TASK INSTRUCTIONS
Gather every line of the entries that includes the word "Jahnstraße".

Collected data
━━━━━━━━━━━━━━━━━━━━━━━━━━━━━━

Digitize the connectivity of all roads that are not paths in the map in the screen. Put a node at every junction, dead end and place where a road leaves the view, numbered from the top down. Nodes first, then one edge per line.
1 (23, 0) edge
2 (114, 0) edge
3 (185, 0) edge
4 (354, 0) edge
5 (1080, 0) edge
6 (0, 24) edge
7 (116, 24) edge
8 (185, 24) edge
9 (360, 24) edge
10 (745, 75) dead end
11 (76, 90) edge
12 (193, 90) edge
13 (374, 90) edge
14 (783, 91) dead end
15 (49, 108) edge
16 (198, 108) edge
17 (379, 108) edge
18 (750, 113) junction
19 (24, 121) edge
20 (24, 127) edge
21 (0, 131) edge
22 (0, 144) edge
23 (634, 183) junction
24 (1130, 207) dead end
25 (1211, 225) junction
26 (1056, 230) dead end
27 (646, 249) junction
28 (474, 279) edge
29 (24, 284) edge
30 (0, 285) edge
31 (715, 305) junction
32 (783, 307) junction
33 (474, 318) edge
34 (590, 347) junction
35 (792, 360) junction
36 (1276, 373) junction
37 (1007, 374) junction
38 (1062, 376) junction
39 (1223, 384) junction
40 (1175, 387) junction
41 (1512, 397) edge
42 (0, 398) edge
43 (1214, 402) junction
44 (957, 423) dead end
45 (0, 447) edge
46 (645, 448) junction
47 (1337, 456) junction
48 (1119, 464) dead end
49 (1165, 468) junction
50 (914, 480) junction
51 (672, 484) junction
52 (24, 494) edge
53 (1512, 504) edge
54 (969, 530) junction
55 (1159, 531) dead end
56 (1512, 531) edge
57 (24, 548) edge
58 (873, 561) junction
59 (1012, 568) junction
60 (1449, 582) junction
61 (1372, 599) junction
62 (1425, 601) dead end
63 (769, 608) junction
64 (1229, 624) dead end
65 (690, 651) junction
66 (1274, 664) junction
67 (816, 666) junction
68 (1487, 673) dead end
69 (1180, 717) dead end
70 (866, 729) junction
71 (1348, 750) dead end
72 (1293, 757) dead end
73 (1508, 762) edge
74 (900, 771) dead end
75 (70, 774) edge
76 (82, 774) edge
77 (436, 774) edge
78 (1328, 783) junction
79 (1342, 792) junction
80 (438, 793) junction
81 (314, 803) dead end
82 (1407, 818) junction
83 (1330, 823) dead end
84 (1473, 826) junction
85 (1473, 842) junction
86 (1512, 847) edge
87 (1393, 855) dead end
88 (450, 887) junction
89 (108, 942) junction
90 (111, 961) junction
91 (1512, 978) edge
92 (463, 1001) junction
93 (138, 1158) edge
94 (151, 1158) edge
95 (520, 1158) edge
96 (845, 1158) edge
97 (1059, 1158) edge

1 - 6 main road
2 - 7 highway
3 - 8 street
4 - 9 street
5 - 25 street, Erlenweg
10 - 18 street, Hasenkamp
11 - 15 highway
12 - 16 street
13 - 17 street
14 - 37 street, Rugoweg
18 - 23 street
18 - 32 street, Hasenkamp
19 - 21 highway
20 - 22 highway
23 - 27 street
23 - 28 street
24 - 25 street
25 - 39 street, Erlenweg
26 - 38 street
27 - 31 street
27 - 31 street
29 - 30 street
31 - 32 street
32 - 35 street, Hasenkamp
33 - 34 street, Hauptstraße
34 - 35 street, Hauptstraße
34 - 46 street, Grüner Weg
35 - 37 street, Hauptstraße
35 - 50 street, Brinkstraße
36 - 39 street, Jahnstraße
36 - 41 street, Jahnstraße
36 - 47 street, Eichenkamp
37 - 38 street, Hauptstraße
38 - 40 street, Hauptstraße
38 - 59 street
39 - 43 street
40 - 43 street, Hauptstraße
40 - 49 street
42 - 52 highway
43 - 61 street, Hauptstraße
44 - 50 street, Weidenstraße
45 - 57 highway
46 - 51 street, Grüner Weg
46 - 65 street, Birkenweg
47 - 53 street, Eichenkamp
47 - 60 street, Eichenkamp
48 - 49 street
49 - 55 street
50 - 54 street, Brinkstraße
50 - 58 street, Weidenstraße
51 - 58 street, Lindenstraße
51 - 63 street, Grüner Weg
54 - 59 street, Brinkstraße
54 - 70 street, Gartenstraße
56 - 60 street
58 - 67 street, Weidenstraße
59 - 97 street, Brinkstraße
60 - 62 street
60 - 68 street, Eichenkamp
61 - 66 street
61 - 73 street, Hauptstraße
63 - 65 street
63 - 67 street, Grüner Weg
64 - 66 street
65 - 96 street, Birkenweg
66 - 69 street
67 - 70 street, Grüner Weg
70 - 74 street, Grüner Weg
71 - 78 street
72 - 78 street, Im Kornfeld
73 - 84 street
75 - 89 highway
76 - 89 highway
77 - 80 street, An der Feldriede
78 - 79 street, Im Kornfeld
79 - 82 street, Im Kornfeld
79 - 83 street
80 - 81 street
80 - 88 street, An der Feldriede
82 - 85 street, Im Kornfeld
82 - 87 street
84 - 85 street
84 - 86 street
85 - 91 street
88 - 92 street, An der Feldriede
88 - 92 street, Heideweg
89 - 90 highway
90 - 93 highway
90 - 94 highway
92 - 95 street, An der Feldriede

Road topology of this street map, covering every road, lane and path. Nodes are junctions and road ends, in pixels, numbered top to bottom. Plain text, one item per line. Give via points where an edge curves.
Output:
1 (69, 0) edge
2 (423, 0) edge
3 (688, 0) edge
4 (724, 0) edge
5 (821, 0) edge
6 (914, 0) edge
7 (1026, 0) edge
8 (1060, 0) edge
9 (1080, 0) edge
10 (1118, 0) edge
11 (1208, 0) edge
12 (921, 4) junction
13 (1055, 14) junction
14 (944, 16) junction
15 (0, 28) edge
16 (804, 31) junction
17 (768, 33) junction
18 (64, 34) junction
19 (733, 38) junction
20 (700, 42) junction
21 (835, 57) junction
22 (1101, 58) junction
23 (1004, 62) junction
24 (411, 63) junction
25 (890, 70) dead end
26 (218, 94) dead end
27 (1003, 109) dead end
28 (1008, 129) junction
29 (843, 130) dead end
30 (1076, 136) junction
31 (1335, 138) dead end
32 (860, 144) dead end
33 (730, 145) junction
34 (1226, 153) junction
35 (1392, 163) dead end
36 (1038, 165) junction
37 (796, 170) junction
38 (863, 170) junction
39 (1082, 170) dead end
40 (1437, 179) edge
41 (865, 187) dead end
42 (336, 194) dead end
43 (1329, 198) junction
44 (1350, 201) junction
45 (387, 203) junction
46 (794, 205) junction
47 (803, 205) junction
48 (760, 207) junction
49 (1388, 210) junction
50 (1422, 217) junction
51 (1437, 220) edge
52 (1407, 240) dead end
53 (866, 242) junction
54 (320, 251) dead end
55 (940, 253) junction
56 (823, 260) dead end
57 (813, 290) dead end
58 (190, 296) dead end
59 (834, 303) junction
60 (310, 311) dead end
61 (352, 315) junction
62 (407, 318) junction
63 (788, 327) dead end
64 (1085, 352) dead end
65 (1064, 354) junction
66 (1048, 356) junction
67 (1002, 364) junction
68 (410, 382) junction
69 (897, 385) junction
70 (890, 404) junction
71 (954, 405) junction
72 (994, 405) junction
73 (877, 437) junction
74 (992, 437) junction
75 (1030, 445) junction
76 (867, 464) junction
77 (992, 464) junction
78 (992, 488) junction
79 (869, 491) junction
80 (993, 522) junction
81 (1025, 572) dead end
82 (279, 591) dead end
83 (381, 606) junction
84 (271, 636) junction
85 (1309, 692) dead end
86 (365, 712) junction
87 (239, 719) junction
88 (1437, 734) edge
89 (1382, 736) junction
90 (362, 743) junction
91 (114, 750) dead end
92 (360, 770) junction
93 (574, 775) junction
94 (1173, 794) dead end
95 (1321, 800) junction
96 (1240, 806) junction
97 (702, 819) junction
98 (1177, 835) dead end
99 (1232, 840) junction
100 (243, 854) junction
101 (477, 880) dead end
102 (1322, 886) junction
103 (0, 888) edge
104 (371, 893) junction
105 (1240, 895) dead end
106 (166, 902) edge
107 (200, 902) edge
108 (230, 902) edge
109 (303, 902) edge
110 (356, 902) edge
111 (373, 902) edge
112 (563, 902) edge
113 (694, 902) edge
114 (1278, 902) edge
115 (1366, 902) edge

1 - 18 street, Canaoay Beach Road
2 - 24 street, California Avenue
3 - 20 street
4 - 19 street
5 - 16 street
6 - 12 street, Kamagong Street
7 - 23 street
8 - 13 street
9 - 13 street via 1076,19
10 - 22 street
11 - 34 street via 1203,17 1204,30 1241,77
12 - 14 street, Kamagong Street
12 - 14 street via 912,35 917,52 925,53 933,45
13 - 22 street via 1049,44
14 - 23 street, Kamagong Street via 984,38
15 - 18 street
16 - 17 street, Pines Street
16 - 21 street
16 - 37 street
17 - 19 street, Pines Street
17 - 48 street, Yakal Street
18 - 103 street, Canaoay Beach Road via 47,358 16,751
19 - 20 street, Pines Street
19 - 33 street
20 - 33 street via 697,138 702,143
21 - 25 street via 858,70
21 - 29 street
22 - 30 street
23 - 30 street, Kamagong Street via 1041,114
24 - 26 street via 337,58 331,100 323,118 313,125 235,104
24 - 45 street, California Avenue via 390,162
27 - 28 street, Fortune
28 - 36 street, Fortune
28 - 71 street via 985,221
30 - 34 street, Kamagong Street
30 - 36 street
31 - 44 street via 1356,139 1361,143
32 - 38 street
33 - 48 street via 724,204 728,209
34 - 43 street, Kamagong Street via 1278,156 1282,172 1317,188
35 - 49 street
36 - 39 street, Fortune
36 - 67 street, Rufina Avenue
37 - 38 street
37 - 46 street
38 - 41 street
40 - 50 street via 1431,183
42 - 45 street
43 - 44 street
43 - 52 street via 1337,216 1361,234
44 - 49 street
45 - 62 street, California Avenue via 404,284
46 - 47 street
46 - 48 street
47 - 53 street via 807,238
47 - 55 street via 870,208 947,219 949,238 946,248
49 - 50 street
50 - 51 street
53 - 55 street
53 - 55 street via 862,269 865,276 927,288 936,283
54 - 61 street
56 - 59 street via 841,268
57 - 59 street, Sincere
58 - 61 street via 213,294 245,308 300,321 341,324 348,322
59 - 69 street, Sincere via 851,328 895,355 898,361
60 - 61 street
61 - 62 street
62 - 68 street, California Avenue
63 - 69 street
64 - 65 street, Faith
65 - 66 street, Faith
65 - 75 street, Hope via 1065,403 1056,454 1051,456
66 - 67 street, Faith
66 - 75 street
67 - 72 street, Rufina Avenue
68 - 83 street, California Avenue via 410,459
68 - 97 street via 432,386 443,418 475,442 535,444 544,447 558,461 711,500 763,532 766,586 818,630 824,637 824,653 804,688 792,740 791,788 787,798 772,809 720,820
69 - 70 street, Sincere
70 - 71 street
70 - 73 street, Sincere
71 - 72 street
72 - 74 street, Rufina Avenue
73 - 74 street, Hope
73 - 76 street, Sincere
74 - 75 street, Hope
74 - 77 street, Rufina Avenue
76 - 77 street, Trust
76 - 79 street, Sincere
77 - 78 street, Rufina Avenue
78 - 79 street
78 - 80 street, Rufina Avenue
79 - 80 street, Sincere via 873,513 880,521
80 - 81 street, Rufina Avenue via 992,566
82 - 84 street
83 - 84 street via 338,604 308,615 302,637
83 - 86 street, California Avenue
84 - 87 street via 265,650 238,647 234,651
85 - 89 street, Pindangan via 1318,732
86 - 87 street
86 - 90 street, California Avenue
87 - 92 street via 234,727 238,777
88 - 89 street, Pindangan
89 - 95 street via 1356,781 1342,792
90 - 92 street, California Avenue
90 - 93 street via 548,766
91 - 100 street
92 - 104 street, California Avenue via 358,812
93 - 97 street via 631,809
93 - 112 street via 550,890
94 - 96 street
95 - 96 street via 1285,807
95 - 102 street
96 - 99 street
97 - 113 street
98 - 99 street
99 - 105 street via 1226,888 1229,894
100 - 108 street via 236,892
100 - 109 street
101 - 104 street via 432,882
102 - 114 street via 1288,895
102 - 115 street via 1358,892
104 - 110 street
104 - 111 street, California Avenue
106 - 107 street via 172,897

━━━━━━━━━━━━━━━━━━━━━━━━━━━━━━

RESULT OF THE EXERCISE
36 - 39 street, Jahnstraße
36 - 41 street, Jahnstraße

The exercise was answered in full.